The University of Michigan music theory professor heard there were manuscripts, but she was "completely thrown" by what she found in the card catalogs: Unexpectedly upbeat and popular songs titles that translated to "The Most Beautiful Time of Life" and "Sing a Song When You're Sad," among others. More detective work during subsequent trips to the Polish museum over the next two years led her to several handwritten manuscripts arranged and performed by the prisoners, and ultimately, the first performance of one of those manuscripts since the war.
"I've used the expression, 'giving life,' to this manuscript that's been sitting somewhere for 75 years," Hall told The Associated Press on Monday. "Researching one of these manuscripts is just the beginning — you want people to be able to hear what these pieces sound like. ... I think one of the messages I've taken from this is the fact that even in a horrendous situation like a concentration camp, that these men were able to produce this beautiful music."
Sensing the historical importance of resurrecting music for modern audiences, Hall enlisted the aid of university professor Oriol Sans, director of the Contemporary Directions Ensemble, and graduate student Josh Devries, who transcribed the parts into music notation software to make it easier to read and play.
Last month, the ensemble gathered to record "The Most Beautiful Time of Life" ("Die Schönste Zeit des Lebens"), and it plans to perform the work Friday during a free concert at the university.
Hall believes the piece, a popular fox trot of the day, was performed in 1942 or '43 by the prisoners in front of the commandant's villa for Sunday concerts for Auschwitz garrison.
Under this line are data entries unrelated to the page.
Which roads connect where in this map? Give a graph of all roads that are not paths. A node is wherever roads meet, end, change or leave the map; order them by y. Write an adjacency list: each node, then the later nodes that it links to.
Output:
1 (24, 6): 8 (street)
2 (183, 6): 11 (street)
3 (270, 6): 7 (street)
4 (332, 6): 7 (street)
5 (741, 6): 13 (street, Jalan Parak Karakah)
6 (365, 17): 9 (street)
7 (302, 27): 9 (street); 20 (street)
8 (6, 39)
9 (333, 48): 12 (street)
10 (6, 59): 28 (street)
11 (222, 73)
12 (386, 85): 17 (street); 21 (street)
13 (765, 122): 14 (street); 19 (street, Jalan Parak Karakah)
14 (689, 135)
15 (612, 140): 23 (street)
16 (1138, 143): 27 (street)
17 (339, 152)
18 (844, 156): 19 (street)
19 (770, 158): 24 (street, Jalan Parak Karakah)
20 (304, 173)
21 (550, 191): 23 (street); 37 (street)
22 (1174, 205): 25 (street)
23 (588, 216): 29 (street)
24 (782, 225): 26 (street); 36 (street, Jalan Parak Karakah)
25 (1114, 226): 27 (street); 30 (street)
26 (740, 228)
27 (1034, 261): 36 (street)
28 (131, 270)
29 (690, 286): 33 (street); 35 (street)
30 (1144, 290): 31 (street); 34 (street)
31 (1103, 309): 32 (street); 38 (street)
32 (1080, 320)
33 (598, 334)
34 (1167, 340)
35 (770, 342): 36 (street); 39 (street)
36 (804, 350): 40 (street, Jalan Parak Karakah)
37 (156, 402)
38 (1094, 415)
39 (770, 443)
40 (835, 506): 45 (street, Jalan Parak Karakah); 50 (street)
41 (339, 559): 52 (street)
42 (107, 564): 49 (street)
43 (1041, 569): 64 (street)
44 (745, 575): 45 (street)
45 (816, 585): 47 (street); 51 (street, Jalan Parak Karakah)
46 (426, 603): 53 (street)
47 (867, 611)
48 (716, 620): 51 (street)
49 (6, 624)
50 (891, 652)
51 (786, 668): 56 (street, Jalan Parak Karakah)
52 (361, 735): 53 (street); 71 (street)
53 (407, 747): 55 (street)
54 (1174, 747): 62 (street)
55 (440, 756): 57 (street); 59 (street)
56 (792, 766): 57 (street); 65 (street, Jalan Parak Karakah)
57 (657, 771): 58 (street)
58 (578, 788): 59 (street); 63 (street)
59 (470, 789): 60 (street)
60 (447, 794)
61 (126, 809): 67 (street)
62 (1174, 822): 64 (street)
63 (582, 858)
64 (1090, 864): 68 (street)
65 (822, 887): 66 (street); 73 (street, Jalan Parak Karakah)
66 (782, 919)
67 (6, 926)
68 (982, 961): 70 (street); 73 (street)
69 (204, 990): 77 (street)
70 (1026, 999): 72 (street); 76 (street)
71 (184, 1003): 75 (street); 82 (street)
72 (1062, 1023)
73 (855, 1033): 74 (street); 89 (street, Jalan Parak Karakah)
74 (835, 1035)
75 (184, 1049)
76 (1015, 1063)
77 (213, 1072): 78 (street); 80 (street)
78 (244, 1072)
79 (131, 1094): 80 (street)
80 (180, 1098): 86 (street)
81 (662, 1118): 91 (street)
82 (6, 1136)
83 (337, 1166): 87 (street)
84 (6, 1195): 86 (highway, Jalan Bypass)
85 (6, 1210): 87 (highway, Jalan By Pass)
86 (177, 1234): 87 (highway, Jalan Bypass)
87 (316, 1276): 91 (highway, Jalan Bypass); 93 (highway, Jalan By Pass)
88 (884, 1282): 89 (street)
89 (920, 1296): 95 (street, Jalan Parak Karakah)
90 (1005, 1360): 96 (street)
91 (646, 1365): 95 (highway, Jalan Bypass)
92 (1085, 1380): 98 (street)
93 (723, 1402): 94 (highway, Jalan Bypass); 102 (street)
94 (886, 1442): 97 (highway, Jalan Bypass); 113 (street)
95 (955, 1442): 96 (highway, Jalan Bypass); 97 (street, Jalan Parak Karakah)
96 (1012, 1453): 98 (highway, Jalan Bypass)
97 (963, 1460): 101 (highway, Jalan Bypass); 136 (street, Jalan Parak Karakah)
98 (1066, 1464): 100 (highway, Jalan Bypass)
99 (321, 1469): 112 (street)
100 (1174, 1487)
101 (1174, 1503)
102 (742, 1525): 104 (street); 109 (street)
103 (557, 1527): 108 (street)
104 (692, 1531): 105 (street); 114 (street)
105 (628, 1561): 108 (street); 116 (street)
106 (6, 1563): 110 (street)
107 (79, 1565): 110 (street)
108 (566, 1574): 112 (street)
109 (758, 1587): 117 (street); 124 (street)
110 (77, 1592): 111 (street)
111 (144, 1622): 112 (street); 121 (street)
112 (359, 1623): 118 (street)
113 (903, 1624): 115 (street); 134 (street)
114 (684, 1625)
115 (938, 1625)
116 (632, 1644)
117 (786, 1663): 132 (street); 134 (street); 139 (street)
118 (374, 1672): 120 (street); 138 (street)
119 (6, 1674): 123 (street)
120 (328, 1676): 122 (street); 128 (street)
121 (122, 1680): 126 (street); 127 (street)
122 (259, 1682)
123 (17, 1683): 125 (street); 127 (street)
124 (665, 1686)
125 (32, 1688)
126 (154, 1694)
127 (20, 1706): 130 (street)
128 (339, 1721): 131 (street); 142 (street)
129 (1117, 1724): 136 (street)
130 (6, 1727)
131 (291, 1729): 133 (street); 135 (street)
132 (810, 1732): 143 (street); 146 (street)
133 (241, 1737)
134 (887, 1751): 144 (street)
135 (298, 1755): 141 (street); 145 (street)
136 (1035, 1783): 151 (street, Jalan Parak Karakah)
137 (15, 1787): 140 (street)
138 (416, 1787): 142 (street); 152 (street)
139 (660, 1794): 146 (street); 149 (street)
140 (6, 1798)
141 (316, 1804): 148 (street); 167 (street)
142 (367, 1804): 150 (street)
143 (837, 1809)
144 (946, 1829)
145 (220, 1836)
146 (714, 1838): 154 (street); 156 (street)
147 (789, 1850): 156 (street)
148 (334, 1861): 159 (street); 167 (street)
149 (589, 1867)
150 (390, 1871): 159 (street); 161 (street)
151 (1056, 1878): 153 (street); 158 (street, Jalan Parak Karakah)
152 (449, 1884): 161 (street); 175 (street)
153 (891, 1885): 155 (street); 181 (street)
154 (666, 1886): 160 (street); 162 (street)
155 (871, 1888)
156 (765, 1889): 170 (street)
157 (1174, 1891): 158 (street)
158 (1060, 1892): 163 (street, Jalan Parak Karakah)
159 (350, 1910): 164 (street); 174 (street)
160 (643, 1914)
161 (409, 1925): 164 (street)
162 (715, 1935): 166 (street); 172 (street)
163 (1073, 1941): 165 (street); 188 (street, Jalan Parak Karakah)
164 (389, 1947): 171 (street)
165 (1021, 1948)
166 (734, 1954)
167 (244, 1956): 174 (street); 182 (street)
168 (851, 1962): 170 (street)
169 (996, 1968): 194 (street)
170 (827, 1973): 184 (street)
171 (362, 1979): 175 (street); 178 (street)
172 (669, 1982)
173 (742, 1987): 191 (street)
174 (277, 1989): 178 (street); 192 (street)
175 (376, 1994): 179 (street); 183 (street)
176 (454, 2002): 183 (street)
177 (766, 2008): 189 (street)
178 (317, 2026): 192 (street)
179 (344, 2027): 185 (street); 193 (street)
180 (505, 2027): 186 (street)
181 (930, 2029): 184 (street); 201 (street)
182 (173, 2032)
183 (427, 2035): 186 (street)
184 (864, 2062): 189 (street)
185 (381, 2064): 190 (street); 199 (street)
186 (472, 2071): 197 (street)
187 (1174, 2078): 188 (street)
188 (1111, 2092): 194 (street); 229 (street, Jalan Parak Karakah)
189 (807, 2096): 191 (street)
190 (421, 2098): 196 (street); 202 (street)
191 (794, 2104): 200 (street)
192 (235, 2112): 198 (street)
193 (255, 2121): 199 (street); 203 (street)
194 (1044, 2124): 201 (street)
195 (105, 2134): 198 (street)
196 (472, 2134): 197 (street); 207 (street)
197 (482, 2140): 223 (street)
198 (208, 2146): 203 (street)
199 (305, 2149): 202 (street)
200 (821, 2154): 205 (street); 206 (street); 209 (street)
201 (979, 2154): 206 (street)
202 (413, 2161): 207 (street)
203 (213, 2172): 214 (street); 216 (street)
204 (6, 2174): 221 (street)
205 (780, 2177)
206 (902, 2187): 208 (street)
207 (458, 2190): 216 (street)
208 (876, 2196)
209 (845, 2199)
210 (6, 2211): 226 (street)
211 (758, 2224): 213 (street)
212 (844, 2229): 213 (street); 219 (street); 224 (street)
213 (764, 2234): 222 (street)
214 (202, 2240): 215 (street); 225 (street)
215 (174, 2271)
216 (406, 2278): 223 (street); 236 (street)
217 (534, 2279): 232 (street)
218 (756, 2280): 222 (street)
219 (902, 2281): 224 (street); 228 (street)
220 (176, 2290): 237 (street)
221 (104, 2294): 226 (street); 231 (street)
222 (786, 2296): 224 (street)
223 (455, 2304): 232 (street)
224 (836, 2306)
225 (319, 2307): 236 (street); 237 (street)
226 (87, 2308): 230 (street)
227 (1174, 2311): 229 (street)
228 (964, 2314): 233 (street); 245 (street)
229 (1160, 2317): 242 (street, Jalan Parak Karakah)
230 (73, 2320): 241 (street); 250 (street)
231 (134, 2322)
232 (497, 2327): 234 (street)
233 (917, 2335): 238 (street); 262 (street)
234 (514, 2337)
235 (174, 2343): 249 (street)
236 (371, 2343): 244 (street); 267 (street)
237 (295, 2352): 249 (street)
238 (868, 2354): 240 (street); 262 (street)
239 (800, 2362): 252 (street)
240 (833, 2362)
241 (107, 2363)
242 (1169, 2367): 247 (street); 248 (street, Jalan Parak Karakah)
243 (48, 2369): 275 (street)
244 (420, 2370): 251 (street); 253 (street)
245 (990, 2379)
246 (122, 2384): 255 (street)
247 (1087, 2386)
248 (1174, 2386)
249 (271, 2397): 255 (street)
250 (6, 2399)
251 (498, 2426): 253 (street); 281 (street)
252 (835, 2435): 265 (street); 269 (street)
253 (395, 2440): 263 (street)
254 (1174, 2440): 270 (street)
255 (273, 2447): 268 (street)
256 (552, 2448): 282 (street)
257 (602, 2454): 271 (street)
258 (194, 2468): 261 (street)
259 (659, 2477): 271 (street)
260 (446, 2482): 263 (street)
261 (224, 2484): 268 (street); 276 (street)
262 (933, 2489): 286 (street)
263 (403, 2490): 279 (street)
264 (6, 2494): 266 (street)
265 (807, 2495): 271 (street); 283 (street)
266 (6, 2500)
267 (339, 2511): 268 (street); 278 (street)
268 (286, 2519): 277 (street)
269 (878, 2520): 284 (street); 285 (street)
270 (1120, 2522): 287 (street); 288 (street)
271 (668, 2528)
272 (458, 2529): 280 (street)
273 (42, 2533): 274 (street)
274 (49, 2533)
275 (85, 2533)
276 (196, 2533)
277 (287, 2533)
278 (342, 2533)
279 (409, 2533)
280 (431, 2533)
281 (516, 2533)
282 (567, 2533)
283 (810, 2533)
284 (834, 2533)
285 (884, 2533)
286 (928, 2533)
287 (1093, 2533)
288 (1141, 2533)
Although the prisoners didn't compose the songs, they had to arrange them so they could be played by the available instruments and musicians.
Based on the prisoner numbers on the manuscript, Hall has so far identified two of the three arrangers: Antoni Gargul, who was released in 1943, and Maksymilian Pilat, released in 1945 and later performed in the Gdansk Symphony Orchestra. They were Polish political prisoners.
The recording will become part of the Auschwitz-Birkenau Museum, which recently obtained a baton of one of the inmate orchestra's conductors.
While survivors and museum officials have said the musicians received more food, had clean clothes and were spared the hardest labor, museum director Piotr M. A. Cywinski recently said in a statement that they experienced "an element of humiliation and terror."
Hall said they weren't immune to the greatest horrors of the camp.
"We like to think of a narrative in which the musicians were saved because they had that ability to play instruments," she said. "However, it's been documented by another prisoner (in an orchestra) that around 50 of them ... were taken out and shot."
During 1940-45, some 1.1 million people, mostly Jews, perished in Auschwitz-Birkenau's gas chambers or from hunger, disease or forced labor.
Hall said it's a little surprising that no one discovered the manuscripts earlier given their significance, but "not everybody wants to do manuscript study in an archive." She said she found about eight similar manuscripts that would be worth recording and performing, though it might be for someone else to do.
"Despite everything I do, I find the atmosphere in Auschwitz-Birkenau quite depressing," she said. "I go back and forth about how much further I'm going to research these manuscripts."